Given records: Begin

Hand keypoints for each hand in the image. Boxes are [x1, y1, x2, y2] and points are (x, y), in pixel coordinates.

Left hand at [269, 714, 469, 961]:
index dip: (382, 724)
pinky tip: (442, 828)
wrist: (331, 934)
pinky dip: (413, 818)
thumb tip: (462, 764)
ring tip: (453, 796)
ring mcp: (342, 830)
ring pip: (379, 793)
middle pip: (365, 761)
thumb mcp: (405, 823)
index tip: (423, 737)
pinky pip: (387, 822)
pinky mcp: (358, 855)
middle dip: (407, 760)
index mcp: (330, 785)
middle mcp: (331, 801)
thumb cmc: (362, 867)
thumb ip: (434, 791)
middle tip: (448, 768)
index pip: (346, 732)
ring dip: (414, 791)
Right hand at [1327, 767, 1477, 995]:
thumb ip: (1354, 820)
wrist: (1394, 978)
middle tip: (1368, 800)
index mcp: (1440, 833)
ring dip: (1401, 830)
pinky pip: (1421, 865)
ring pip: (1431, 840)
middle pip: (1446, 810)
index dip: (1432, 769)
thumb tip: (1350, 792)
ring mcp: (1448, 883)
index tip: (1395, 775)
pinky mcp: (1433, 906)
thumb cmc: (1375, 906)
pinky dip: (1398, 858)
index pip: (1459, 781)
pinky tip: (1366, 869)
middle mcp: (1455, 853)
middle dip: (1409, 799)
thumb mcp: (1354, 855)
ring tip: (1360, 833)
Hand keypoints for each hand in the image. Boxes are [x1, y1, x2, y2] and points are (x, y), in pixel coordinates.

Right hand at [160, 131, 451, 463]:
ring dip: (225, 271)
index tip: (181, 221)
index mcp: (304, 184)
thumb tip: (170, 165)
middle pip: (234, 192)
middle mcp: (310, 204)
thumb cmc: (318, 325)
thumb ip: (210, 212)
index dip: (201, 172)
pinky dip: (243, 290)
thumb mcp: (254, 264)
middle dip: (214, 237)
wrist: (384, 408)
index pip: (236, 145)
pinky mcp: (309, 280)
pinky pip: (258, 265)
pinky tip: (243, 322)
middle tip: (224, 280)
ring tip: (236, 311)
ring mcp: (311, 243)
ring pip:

Given records: End

Exercise aim: Everything from the line holding "middle mcp: (331, 801)" through the last line of the entries should be retyped exactly, with no other lines.

Answer section:
middle mcp: (331, 801)
thumb cmc: (362, 867)
thumb ip: (434, 791)
middle tip: (448, 768)
index pip: (346, 732)
ring dip: (414, 791)
Right hand at [1327, 767, 1477, 995]:
thumb ip: (1354, 820)
wrist: (1394, 978)
middle tip: (1368, 800)
index mcp: (1440, 833)
ring dip: (1401, 830)
pinky pip: (1421, 865)
ring pip: (1431, 840)
middle pip: (1446, 810)
index dip: (1432, 769)
thumb tip: (1350, 792)
ring mcp: (1448, 883)
index tip: (1395, 775)
pinky mcp: (1433, 906)
thumb cmc: (1375, 906)
pinky dip: (1398, 858)
index pip: (1459, 781)
pinky tip: (1366, 869)
middle mcp: (1455, 853)
middle dip: (1409, 799)
thumb mcp: (1354, 855)
ring tip: (1360, 833)
Hand keypoints for each hand in the image. Boxes are [x1, y1, x2, y2] and points are (x, y), in pixel coordinates.

Right hand at [160, 131, 451, 463]:
ring dip: (225, 271)
index tip: (181, 221)
index mcp: (304, 184)
thumb tip: (170, 165)
middle pip: (234, 192)
middle mcp: (310, 204)
thumb cmc: (318, 325)
thumb ip: (210, 212)
index dip: (201, 172)
pinky dip: (243, 290)
thumb mcp: (254, 264)
middle dip: (214, 237)
wrist: (384, 408)
index pip: (236, 145)
pinky mcp: (309, 280)
pinky pip: (258, 265)
pinky tip: (243, 322)
middle tip: (224, 280)
ring tip: (236, 311)
ring mcp: (311, 243)
ring pip:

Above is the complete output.